◆ **PROMPT**
Search the records below for the word "nodes". Pull out each line that has it.
RECORDS SUPPLIED Start Marker
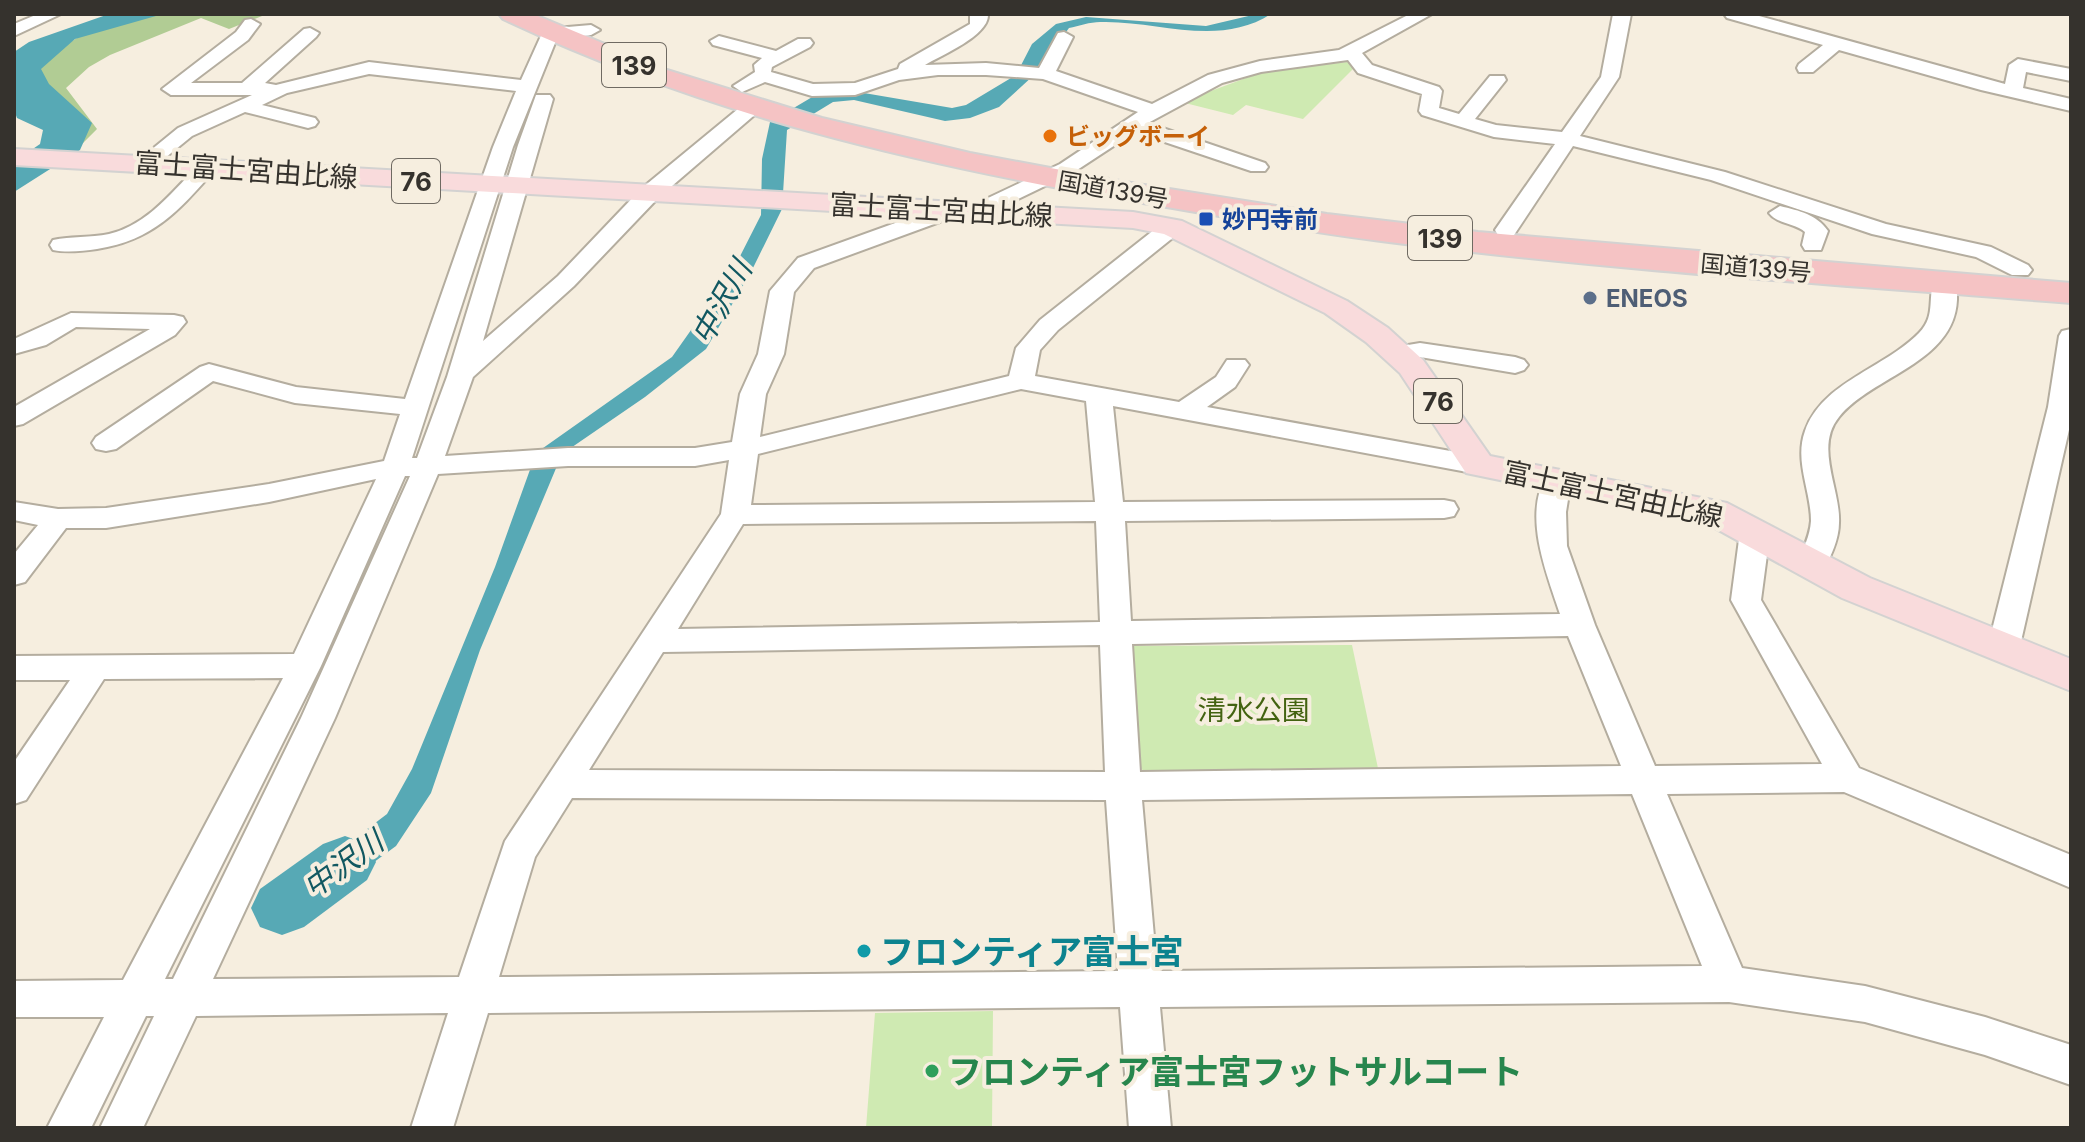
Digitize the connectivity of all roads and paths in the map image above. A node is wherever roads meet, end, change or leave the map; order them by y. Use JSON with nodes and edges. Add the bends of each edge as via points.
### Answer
{"nodes":[{"id":1,"x":52,"y":14,"type":"edge"},
{"id":2,"x":512,"y":14,"type":"edge"},
{"id":3,"x":979,"y":14,"type":"edge"},
{"id":4,"x":1423,"y":14,"type":"edge"},
{"id":5,"x":1622,"y":14,"type":"edge"},
{"id":6,"x":1733,"y":14,"type":"edge"},
{"id":7,"x":14,"y":20,"type":"edge"},
{"id":8,"x":33,"y":22,"type":"junction"},
{"id":9,"x":251,"y":24,"type":"dead end"},
{"id":10,"x":565,"y":29,"type":"edge"},
{"id":11,"x":14,"y":31,"type":"edge"},
{"id":12,"x":310,"y":33,"type":"dead end"},
{"id":13,"x":1064,"y":37,"type":"dead end"},
{"id":14,"x":719,"y":41,"type":"dead end"},
{"id":15,"x":804,"y":43,"type":"dead end"},
{"id":16,"x":1835,"y":44,"type":"junction"},
{"id":17,"x":1351,"y":52,"type":"junction"},
{"id":18,"x":776,"y":56,"type":"junction"},
{"id":19,"x":1806,"y":68,"type":"dead end"},
{"id":20,"x":1045,"y":74,"type":"junction"},
{"id":21,"x":895,"y":75,"type":"junction"},
{"id":22,"x":2071,"y":75,"type":"edge"},
{"id":23,"x":1497,"y":80,"type":"dead end"},
{"id":24,"x":528,"y":87,"type":"junction"},
{"id":25,"x":2013,"y":91,"type":"junction"},
{"id":26,"x":759,"y":95,"type":"junction"},
{"id":27,"x":245,"y":97,"type":"junction"},
{"id":28,"x":2071,"y":105,"type":"edge"},
{"id":29,"x":1153,"y":111,"type":"junction"},
{"id":30,"x":1464,"y":120,"type":"junction"},
{"id":31,"x":308,"y":122,"type":"dead end"},
{"id":32,"x":1133,"y":125,"type":"junction"},
{"id":33,"x":1569,"y":139,"type":"junction"},
{"id":34,"x":14,"y":157,"type":"edge"},
{"id":35,"x":147,"y":163,"type":"junction"},
{"id":36,"x":208,"y":166,"type":"junction"},
{"id":37,"x":1258,"y":167,"type":"dead end"},
{"id":38,"x":1057,"y":173,"type":"junction"},
{"id":39,"x":502,"y":186,"type":"junction"},
{"id":40,"x":1756,"y":187,"type":"junction"},
{"id":41,"x":650,"y":193,"type":"junction"},
{"id":42,"x":963,"y":212,"type":"junction"},
{"id":43,"x":1172,"y":227,"type":"junction"},
{"id":44,"x":1506,"y":230,"type":"junction"},
{"id":45,"x":61,"y":245,"type":"dead end"},
{"id":46,"x":1813,"y":245,"type":"dead end"},
{"id":47,"x":2020,"y":270,"type":"junction"},
{"id":48,"x":2071,"y":274,"type":"edge"},
{"id":49,"x":1945,"y":282,"type":"junction"},
{"id":50,"x":2071,"y":293,"type":"edge"},
{"id":51,"x":14,"y":347,"type":"edge"},
{"id":52,"x":2070,"y":348,"type":"edge"},
{"id":53,"x":1399,"y":353,"type":"junction"},
{"id":54,"x":1236,"y":365,"type":"dead end"},
{"id":55,"x":1515,"y":365,"type":"dead end"},
{"id":56,"x":460,"y":374,"type":"junction"},
{"id":57,"x":1021,"y":381,"type":"junction"},
{"id":58,"x":1099,"y":396,"type":"junction"},
{"id":59,"x":417,"y":408,"type":"junction"},
{"id":60,"x":1183,"y":411,"type":"junction"},
{"id":61,"x":14,"y":418,"type":"edge"},
{"id":62,"x":106,"y":443,"type":"dead end"},
{"id":63,"x":745,"y":449,"type":"junction"},
{"id":64,"x":1478,"y":465,"type":"junction"},
{"id":65,"x":428,"y":466,"type":"junction"},
{"id":66,"x":395,"y":468,"type":"junction"},
{"id":67,"x":1557,"y":481,"type":"junction"},
{"id":68,"x":1444,"y":509,"type":"dead end"},
{"id":69,"x":14,"y":511,"type":"edge"},
{"id":70,"x":1110,"y":511,"type":"junction"},
{"id":71,"x":735,"y":515,"type":"junction"},
{"id":72,"x":58,"y":519,"type":"junction"},
{"id":73,"x":1755,"y":532,"type":"junction"},
{"id":74,"x":1813,"y":562,"type":"junction"},
{"id":75,"x":14,"y":575,"type":"edge"},
{"id":76,"x":1579,"y":625,"type":"junction"},
{"id":77,"x":1113,"y":635,"type":"junction"},
{"id":78,"x":654,"y":641,"type":"junction"},
{"id":79,"x":2003,"y":650,"type":"junction"},
{"id":80,"x":305,"y":666,"type":"junction"},
{"id":81,"x":14,"y":668,"type":"edge"},
{"id":82,"x":94,"y":669,"type":"junction"},
{"id":83,"x":2071,"y":676,"type":"edge"},
{"id":84,"x":1847,"y":778,"type":"junction"},
{"id":85,"x":1644,"y":782,"type":"junction"},
{"id":86,"x":562,"y":784,"type":"junction"},
{"id":87,"x":1123,"y":786,"type":"junction"},
{"id":88,"x":14,"y":790,"type":"edge"},
{"id":89,"x":2071,"y":872,"type":"edge"},
{"id":90,"x":1729,"y":984,"type":"junction"},
{"id":91,"x":1138,"y":991,"type":"junction"},
{"id":92,"x":474,"y":995,"type":"junction"},
{"id":93,"x":184,"y":996,"type":"junction"},
{"id":94,"x":134,"y":998,"type":"junction"},
{"id":95,"x":14,"y":999,"type":"edge"},
{"id":96,"x":2071,"y":1065,"type":"edge"},
{"id":97,"x":68,"y":1128,"type":"edge"},
{"id":98,"x":121,"y":1128,"type":"edge"},
{"id":99,"x":432,"y":1128,"type":"edge"},
{"id":100,"x":1150,"y":1128,"type":"edge"}],
"edges":[{"from":1,"to":8,"type":"street"},
{"from":2,"to":10,"type":"highway","name":"国道139号","number":"139"},
{"from":3,"to":21,"type":"street","via":[[977,27]]},
{"from":4,"to":17,"type":"street"},
{"from":5,"to":33,"type":"street","via":[[1610,77]]},
{"from":6,"to":16,"type":"street"},
{"from":7,"to":8,"type":"street"},
{"from":8,"to":11,"type":"street"},
{"from":9,"to":27,"type":"street","via":[[171,89]]},
{"from":10,"to":24,"type":"street"},
{"from":10,"to":26,"type":"highway","name":"国道139号","number":"139"},
{"from":10,"to":39,"type":"street","via":[[544,95]]},
{"from":12,"to":27,"type":"street"},
{"from":13,"to":20,"type":"street"},
{"from":14,"to":18,"type":"street"},
{"from":15,"to":18,"type":"street"},
{"from":16,"to":19,"type":"street"},
{"from":16,"to":25,"type":"street"},
{"from":17,"to":29,"type":"street","via":[[1237,72]]},
{"from":17,"to":30,"type":"street","via":[[1365,69],[1432,91],[1429,111]]},
{"from":18,"to":26,"type":"street","via":[[763,65]]},
{"from":20,"to":21,"type":"street","via":[[964,68]]},
{"from":20,"to":29,"type":"street"},
{"from":21,"to":26,"type":"street","via":[[855,89]]},
{"from":22,"to":25,"type":"street","via":[[2018,65]]},
{"from":23,"to":30,"type":"street"},
{"from":24,"to":27,"type":"street","via":[[369,68]]},
{"from":24,"to":39,"type":"street"},
{"from":25,"to":28,"type":"street"},
{"from":26,"to":38,"type":"highway","name":"国道139号","number":"139","via":[[828,119]]},
{"from":26,"to":41,"type":"street"},
{"from":27,"to":31,"type":"street"},
{"from":27,"to":35,"type":"street","via":[[185,132]]},
{"from":29,"to":32,"type":"street"},
{"from":30,"to":33,"type":"street","via":[[1494,131]]},
{"from":32,"to":37,"type":"street"},
{"from":32,"to":38,"type":"street"},
{"from":33,"to":40,"type":"street"},
{"from":33,"to":44,"type":"street"},
{"from":34,"to":35,"type":"main road","name":"富士富士宮由比線","number":"76"},
{"from":35,"to":36,"type":"main road","name":"富士富士宮由比線","number":"76"},
{"from":36,"to":39,"type":"main road","name":"富士富士宮由比線","number":"76"},
{"from":36,"to":45,"type":"street","via":[[163,215],[139,231],[100,245]]},
{"from":38,"to":42,"type":"street"},
{"from":38,"to":44,"type":"highway","name":"国道139号","number":"139"},
{"from":38,"to":49,"type":"highway","name":"国道139号","number":"139","via":[[1235,211],[1390,232]]},
{"from":39,"to":41,"type":"main road","name":"富士富士宮由比線","number":"76"},
{"from":39,"to":56,"type":"street","via":[[492,275]]},
{"from":39,"to":59,"type":"street"},
{"from":40,"to":46,"type":"street","via":[[1752,199],[1757,207],[1805,220],[1817,231]]},
{"from":40,"to":47,"type":"street","via":[[1880,229],[1983,252]]},
{"from":41,"to":42,"type":"main road","name":"富士富士宮由比線","number":"76"},
{"from":41,"to":56,"type":"street","via":[[566,281]]},
{"from":42,"to":43,"type":"main road","name":"富士富士宮由比線","number":"76","via":[[1133,220]]},
{"from":42,"to":63,"type":"street","via":[[806,263],[792,277],[782,291],[771,354],[753,394]]},
{"from":43,"to":53,"type":"main road","name":"富士富士宮由比線","number":"76","via":[[1336,307]]},
{"from":43,"to":57,"type":"street","via":[[1049,325],[1028,348]]},
{"from":44,"to":47,"type":"highway","name":"国道139号","number":"139"},
{"from":47,"to":48,"type":"highway","name":"国道139号","number":"139"},
{"from":49,"to":50,"type":"highway","name":"国道139号","number":"139"},
{"from":49,"to":74,"type":"street","via":[[1941,323],[1932,335],[1826,415],[1812,464],[1825,522]]},
{"from":51,"to":61,"type":"street","via":[[71,320],[174,322]]},
{"from":52,"to":79,"type":"street"},
{"from":53,"to":55,"type":"street","via":[[1420,350]]},
{"from":53,"to":64,"type":"main road","name":"富士富士宮由比線","number":"76"},
{"from":54,"to":60,"type":"street","via":[[1226,382]]},
{"from":56,"to":65,"type":"street"},
{"from":57,"to":58,"type":"street"},
{"from":57,"to":63,"type":"street"},
{"from":58,"to":60,"type":"street"},
{"from":58,"to":70,"type":"street"},
{"from":59,"to":62,"type":"street","via":[[295,395],[209,372]]},
{"from":59,"to":66,"type":"street"},
{"from":60,"to":64,"type":"street"},
{"from":63,"to":65,"type":"street","via":[[695,457]]},
{"from":63,"to":71,"type":"street"},
{"from":64,"to":67,"type":"main road","name":"富士富士宮由比線"},
{"from":65,"to":66,"type":"street"},
{"from":65,"to":93,"type":"street","via":[[343,663]]},
{"from":66,"to":72,"type":"street","via":[[167,511]]},
{"from":66,"to":80,"type":"street"},
{"from":67,"to":73,"type":"main road","name":"富士富士宮由比線","via":[[1714,512]]},
{"from":67,"to":76,"type":"street","via":[[1552,546]]},
{"from":68,"to":70,"type":"street"},
{"from":69,"to":72,"type":"street"},
{"from":70,"to":71,"type":"street"},
{"from":70,"to":77,"type":"street"},
{"from":71,"to":78,"type":"street"},
{"from":72,"to":75,"type":"street"},
{"from":73,"to":74,"type":"main road","name":"富士富士宮由比線"},
{"from":73,"to":84,"type":"street","via":[[1746,600]]},
{"from":74,"to":79,"type":"main road","name":"富士富士宮由比線","via":[[1883,600]]},
{"from":76,"to":77,"type":"street"},
{"from":76,"to":85,"type":"street"},
{"from":77,"to":78,"type":"street"},
{"from":77,"to":87,"type":"street"},
{"from":78,"to":86,"type":"street"},
{"from":79,"to":83,"type":"main road","name":"富士富士宮由比線"},
{"from":80,"to":82,"type":"street"},
{"from":80,"to":94,"type":"street"},
{"from":81,"to":82,"type":"street"},
{"from":82,"to":88,"type":"street"},
{"from":84,"to":85,"type":"street"},
{"from":84,"to":89,"type":"street"},
{"from":85,"to":87,"type":"street"},
{"from":85,"to":90,"type":"street"},
{"from":86,"to":87,"type":"street"},
{"from":86,"to":92,"type":"street","via":[[518,852]]},
{"from":87,"to":91,"type":"street"},
{"from":90,"to":91,"type":"street"},
{"from":90,"to":96,"type":"street","via":[[1865,1004]]},
{"from":91,"to":92,"type":"street"},
{"from":91,"to":100,"type":"street"},
{"from":92,"to":93,"type":"street"},
{"from":92,"to":99,"type":"street"},
{"from":93,"to":94,"type":"street"},
{"from":93,"to":98,"type":"street"},
{"from":94,"to":95,"type":"street"},
{"from":94,"to":97,"type":"street"}]}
RECORDS SUPPLIED End Marker
◆ **ANSWER SECTION**
Digitize the connectivity of all roads and paths in the map image above. A node is wherever roads meet, end, change or leave the map; order them by y. Use JSON with nodes and edges. Add the bends of each edge as via points.
{"nodes":[{"id":1,"x":52,"y":14,"type":"edge"},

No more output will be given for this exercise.